At 81,
Evelyn Robinson finds trips to the grocery store tiring and inconvenient. She
either faces a long bus ride from her Cherry Hill neighborhood to the Shoppers
Food several miles away, or else finds a grandkid or fellow church member
willing to drive her. She’ll often slip that person $20 for their time.
Many in
Robinson’s South Baltimore community live in what’s considered a food desert, a
place without easy access to a supermarket, and where few people have cars.
Through a
new partnership with Lyft, Baltimore officials are hoping to make it easier and
cheaper to connect people in low-income neighborhoods with healthy food.
Starting
Monday, people in areas of South and West Baltimore can register online with the ride-share
company and get subsidized trips to participating grocery stores. Up to 200
people can participate in the pilot program, which will provide one-way rides
for $2.50 each. Each rider can take up to eight such trips per month through
April.
“Whoa,
that is lovely,” Robinson said. “I wouldn’t have to wait for someone to be
available to take me or pay as much money. I could go whenever I wanted.”
About one
in four people in Baltimore lives in a food desert. The designation means their
area ranks poorly in a city measure of food store quality, has a low median
income, more than 30% of its households don’t have cars, and it’s more than a
quarter-mile from a supermarket.
While
people in these neighborhoods are often close to a corner store selling snack
foods, it’s much harder to find fresh produce and other healthier options.
In these
communities, which Baltimore now calls “healthy
food priority areas,” residents walk long distances to get
groceries. Some lug heavy bags home on the bus. Others pay people with cars —
including hacks, or unlicensed cabdrivers — high rates to take them back and
forth.
The city
is working to attract more supermarkets to underserved communities in
Baltimore, including through a grocery store property tax credit.
In the
meantime, officials say, they need quicker fixes. The city has tried other ways
to improve access to healthy food, including a “virtual supermarket” that
enables low-income people to order their groceries online and pick up their
purchases at a designated place in their neighborhood.
“Sometimes
you need to bring food to people and sometimes you need to bring people to
food,” said Kristin Dawson of the Baltimore Development Corp.
Baltimore
is one of more than a dozen cities partnering
with Lyft on the grocery access program. The company started the program last
year in Washington, D.C., and approached Baltimore officials about trying it
here.
The first
six months of the pilot will cost $73,000, paid for with a combination of city
dollars, grant money the city receives under state law from casino revenue, and
a contribution from Lyft.
“This
innovative ride-share pilot not only helps residents get to and from the
grocery store, but also reduces travel time and puts money back into the
pockets of low-income residents so they are able to buy more healthy foods,”

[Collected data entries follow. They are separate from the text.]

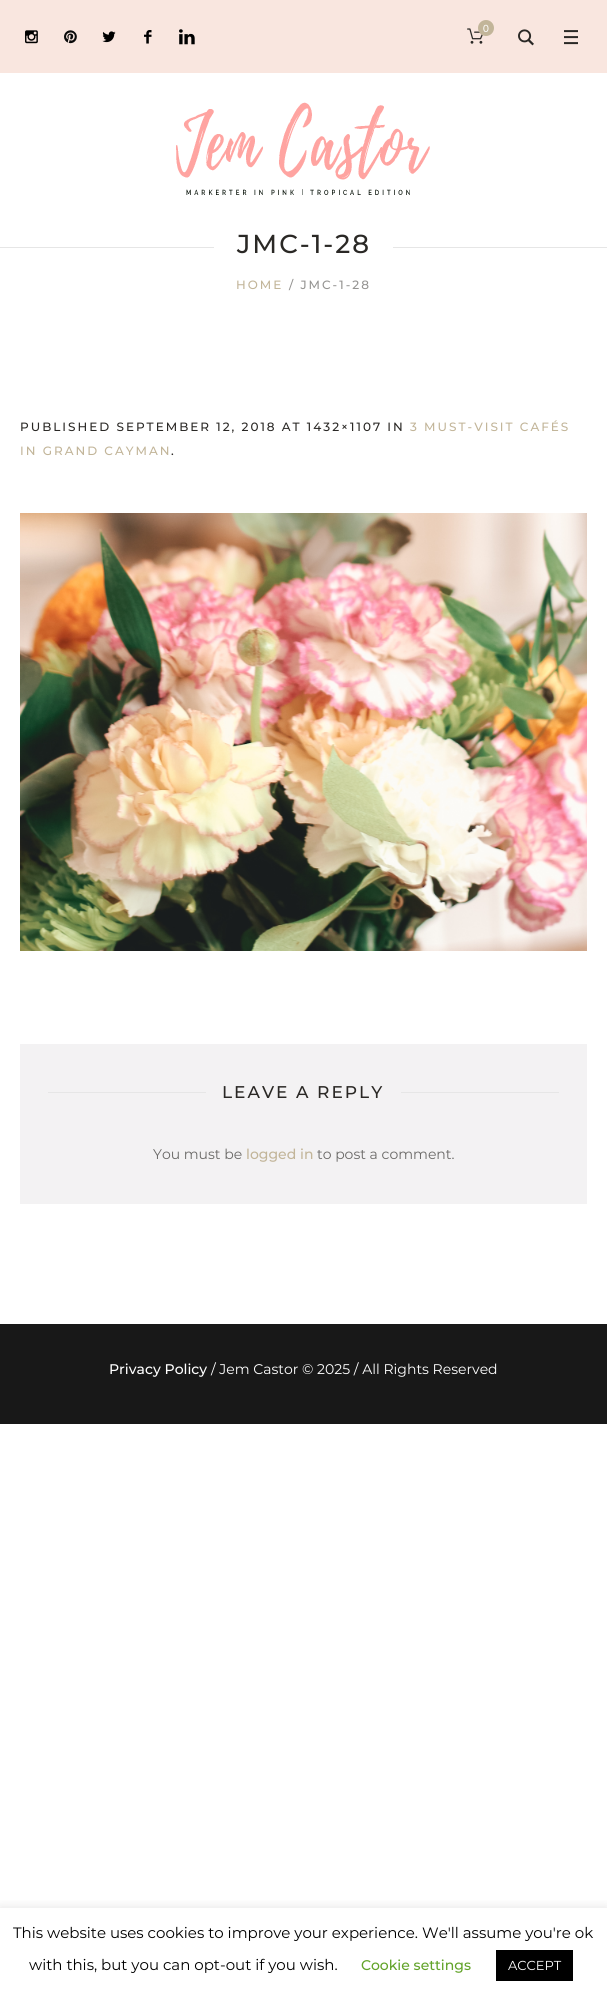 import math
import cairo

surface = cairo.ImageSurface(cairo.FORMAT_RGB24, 607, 1998)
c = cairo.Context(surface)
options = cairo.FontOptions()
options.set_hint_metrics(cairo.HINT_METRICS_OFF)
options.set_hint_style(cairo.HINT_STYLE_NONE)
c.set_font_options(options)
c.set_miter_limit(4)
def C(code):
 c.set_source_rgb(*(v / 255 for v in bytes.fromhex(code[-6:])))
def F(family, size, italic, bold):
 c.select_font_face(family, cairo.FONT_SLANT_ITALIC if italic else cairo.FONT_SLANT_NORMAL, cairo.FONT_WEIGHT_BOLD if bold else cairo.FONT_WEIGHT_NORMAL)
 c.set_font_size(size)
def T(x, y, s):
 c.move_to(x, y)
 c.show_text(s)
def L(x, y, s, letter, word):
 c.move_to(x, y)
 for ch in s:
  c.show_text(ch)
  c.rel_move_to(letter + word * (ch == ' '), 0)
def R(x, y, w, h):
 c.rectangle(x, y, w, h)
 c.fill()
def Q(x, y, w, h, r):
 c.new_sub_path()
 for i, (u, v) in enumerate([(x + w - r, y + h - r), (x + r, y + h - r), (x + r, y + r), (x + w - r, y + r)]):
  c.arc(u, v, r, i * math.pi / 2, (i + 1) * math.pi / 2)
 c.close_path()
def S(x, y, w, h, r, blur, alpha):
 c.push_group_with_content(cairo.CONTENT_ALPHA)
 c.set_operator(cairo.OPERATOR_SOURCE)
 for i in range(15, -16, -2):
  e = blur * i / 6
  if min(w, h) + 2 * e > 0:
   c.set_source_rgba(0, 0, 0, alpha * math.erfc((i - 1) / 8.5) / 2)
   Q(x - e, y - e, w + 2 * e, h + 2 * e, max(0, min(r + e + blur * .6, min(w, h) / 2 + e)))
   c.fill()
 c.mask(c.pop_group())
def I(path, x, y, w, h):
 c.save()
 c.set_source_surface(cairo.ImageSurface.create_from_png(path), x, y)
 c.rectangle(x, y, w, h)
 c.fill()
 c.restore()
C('ffffff')
c.paint()
C('f9e6df')
R(0,0,607,73)
I('1.png',25,30,13,14)
I('2.png',64,30,13,14)
I('3.png',102,31,14,12)
I('4.png',144,30,8,14)
I('5.png',179,29,16,16)
I('6.png',467,28,16,16)
C('c2b599')
c.arc(486,28,8,0,2 * math.pi)
c.fill()
F('Lato',10,0,0)
C('ffffff')
T(483,32,'0')
I('7.png',518,29,16,17)
I('8.png',564,30,14,15)
I('9.png',176,102,254,93)
C('e6e6e6')
R(0,247,607,1)
C('ffffff')
R(214,247,179,1)
F('Montserrat Medium',26,0,0)
C('2a2825')
L(237,253,'JMC-1-28',2,0)
F('Montserrat Medium',12,0,0)
C('c2b599')
L(236,289,'HOME',2,0)
C('959492')
L(289,289,'/ JMC-1-28',2,0)
C('2a2825')
L(20,431,'PUBLISHED SEPTEMBER 12, 2018 AT 1432×1107 IN',2,0)
C('c2b599')
L(410,431,'3 MUST-VISIT CAFÉS',2,0)
L(20,455,'IN GRAND CAYMAN',2,0)
C('2a2825')
L(171,455,'.',2,0)
I('10.png',20,513,567,438)
C('f3f2f3')
R(20,1044,567,160)
C('e6e6e6')
R(48,1092,158,1)
F('Montserrat Medium',17,0,0)
C('2a2825')
L(222,1098,'LEAVE A REPLY',2,0)
C('e6e6e6')
R(401,1092,158,1)
F('Montserrat',14,0,0)
C('6a6967')
T(153,1159,'You must be')
F('Montserrat Medium',14,0,0)
C('c2b599')
T(246,1159,'logged in')
F('Montserrat',14,0,0)
C('6a6967')
T(317,1159,'to post a comment.')
C('181818')
R(0,1324,607,100)
F('Montserrat Medium',14,0,0)
C('ffffff')
T(109,1374,'Privacy Policy')
F('Montserrat',14,0,0)
T(211,1374,'/ Jem Castor © 2025 / All Rights Reserved')
c.save()
c.rectangle(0,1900,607,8)
c.clip()
C('acabab')
S(0,1907,607,90,0,5,.3)
c.restore()
F('Montserrat',15,0,0)
C('000000')
T(13,1938,'This website uses cookies to improve your experience. We\'ll assume you\'re ok')
T(29,1970,'with this, but you can opt-out if you wish.')
F('Montserrat Medium',14,0,0)
C('62a329')
T(361,1970,'Cookie settings')
C('000000')
R(496,1950,77,31)
F('Montserrat',13,0,0)
C('ffffff')
T(508,1970,'ACCEPT')
surface.write_to_png('o.png')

Democratic Mayor Bernard C. “Jack” Young said in a statement.
People in
South Baltimore’s Cherry Hill, Lakeland and Westport communities will get rides
to stores like Aldi, Harris Teeter and Shoppers. In the section of West
Baltimore that qualifies — bounded by West North Avenue, Pennsylvania Avenue,
West Mulberry Street, West Franklin Street, Edmondson Avenue and Hilton Parkway
— the program can take residents to 10 different groceries, including a Giant
Food store off Edmondson Avenue and Eddie’s Supermarket on West Eager Street.
Mike
Heslin, Lyft Baltimore’s general manager, said the rides they’re offering might
typically cost four times as much using Lyft.
“It’s
really about choice, flexibility, accessibility and ease,” said Holly
Freishtat, Baltimore’s food policy director.
The idea
sounds great to Ianthia Darden, 65, who lives in Harlem Park in West Baltimore.
But she wondered how easy the program will be for people, like her, who don’t
have smartphones. Lyft is typically accessed through a phone app, though it can
be used on a desktop. Some older people, Darden said, are not going to be interested
in messing with this kind of new technology.
A Morgan
State University professor will study the program to evaluate its
effectiveness. Already, officials are talking about how they hope to expand
into new neighborhoods and go beyond the six-month pilot.
“That’s
my primary concern,” said Professor Celeste Chavis, who works in Morgan’s
transportation and urban infrastructure department. “I’m hoping it’ll be very
successful, but if it is, the primary objective will be how to make this
something sustainable.”
There are
far more swaths of the city that could use cheaper, more convenient access to
stores. About 146,000 people live in food deserts, and roughly 124,500 of those
residents are black. That’s about a third of Baltimore’s African American
population.
City
officials hope this will help at least some of them.
“Let’s just
make it easy for people to get food," Freishtat said, "healthy food.”